Records from a collection
┌────────
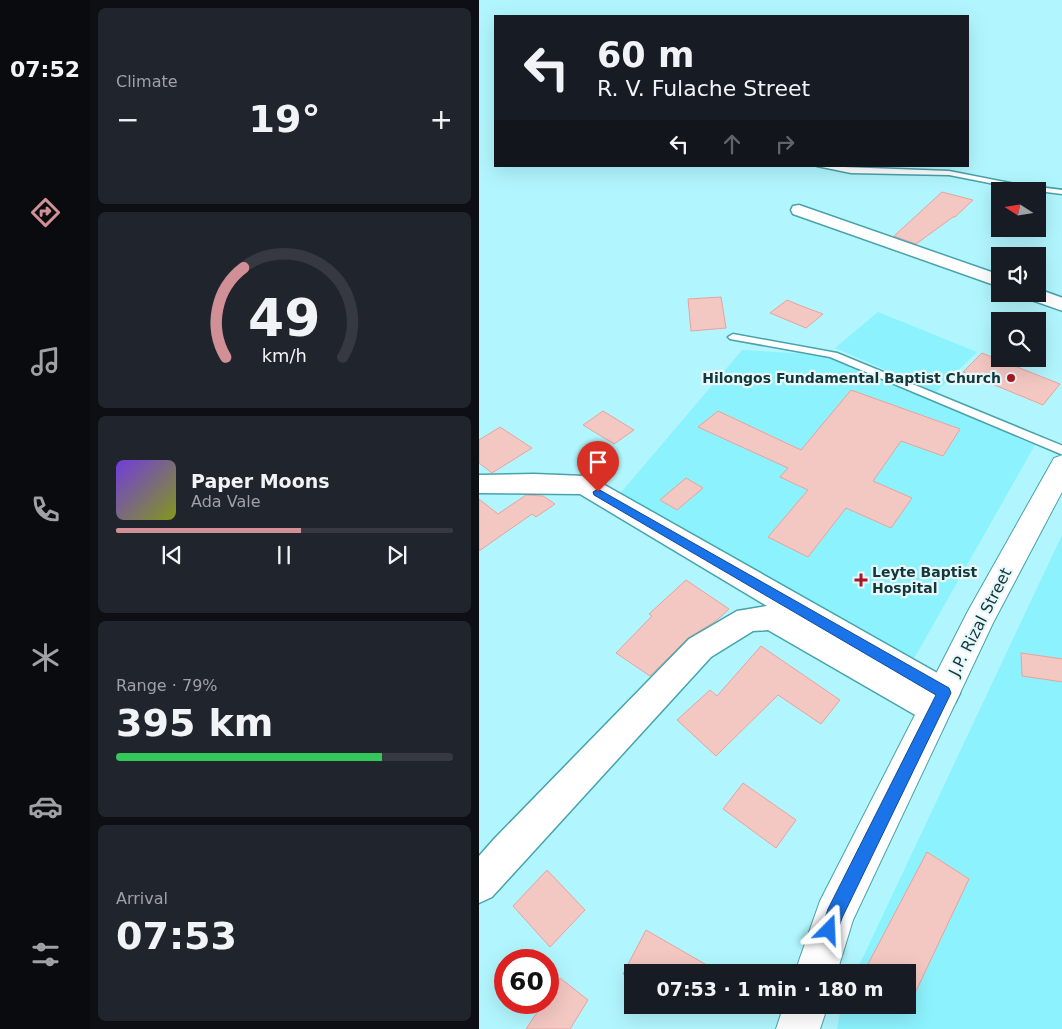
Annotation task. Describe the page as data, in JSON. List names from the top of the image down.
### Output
{
  "streets": {
    "main road": ["J.P. Rizal Street"]
  },
  "places": {
    "other": ["Hilongos Fundamental Baptist Church"],
    "health": ["Leyte Baptist Hospital"]
  },
  "north": "left",
  "page": {
    "tabs": "07:52",
    "tile": [
      "Climate",
      ["Range · 79%", "395 km"],
      ["Arrival", "07:53"]
    ],
    "turn": ["60 m", "R. V. Fulache Street"],
    "heat": ["−", "19°", "+"],
    "song": ["Paper Moons", "Ada Vale"],
    "limit": "60",
    "trip": "07:53 · 1 min · 180 m",
    "gauge": ["49", "km/h"]
  }
}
└────────
● Work item
Retype the records above line for line and exactly, omitting their pictures.

● Solution below
Annotation task. Describe the page as data, in JSON. List names from the top of the image down.
### Output
{
  "streets": {
    "main road": ["J.P. Rizal Street"]
  },
  "places": {
    "other": ["Hilongos Fundamental Baptist Church"],
    "health": ["Leyte Baptist Hospital"]
  },
  "north": "left",
  "page": {
    "tabs": "07:52",
    "tile": [
      "Climate",
      ["Range · 79%", "395 km"],
      ["Arrival", "07:53"]
    ],
    "turn": ["60 m", "R. V. Fulache Street"],
    "heat": ["−", "19°", "+"],
    "song": ["Paper Moons", "Ada Vale"],
    "limit": "60",
    "trip": "07:53 · 1 min · 180 m",
    "gauge": ["49", "km/h"]
  }
}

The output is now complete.